The fix in 2.3.4 is one line: apply the middleware to the second endpoint.

The PolicyLayer angle

This is the canonical case for a policy layer that doesn't trust the MCP server it's talking to. nginx-ui's mistake was a missing middleware call, the kind of bug that compiles, passes review, and ships as a CVSS 9.8. It will keep happening as MCP server authors move faster than they audit.

The pattern that breaks the attack regardless of server bugs: agent-side allowlists on tool names, manual approval for anything that mutates configuration, rate limits on destructive actions. nginx_config_add would have been blocked outright on autonomous runs and surfaced for review interactively, independent of whether the server's auth was broken.
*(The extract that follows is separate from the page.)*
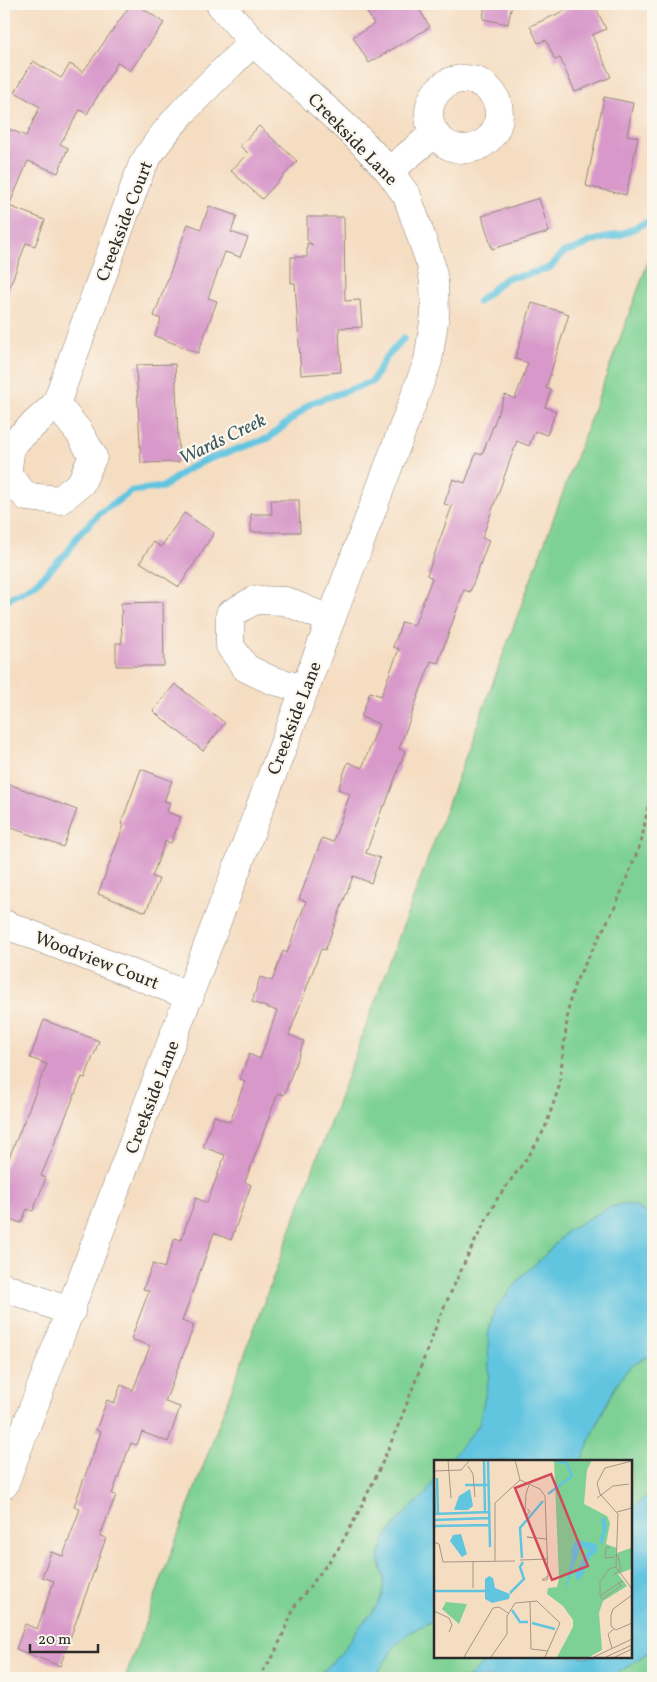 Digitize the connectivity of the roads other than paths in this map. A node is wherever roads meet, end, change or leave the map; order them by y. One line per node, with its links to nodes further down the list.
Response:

The relevant guarantee: the policy layer treats every tool as untrusted. That's stronger than "every server author remembers every middleware call."

Mitigations

Upgrade nginx-ui to 2.3.4 or later. If you cannot upgrade immediately, block public access to port 9000 and restrict the MCP endpoints to authenticated networks only.

FAQs

Is MCPwn still exploitable? +

Not on patched systems. nginx-ui 2.3.4 added the missing middleware call. Unpatched instances exposed to the network are still fully exploitable; Shodan showed roughly 2,600 at disclosure.

Did the MCP spec contribute to this? +

No, this was an implementation bug in one server, not a flaw in the protocol. But it illustrates a class of failure (server authors forgetting to gate every endpoint) that the spec doesn't prevent and probably can't.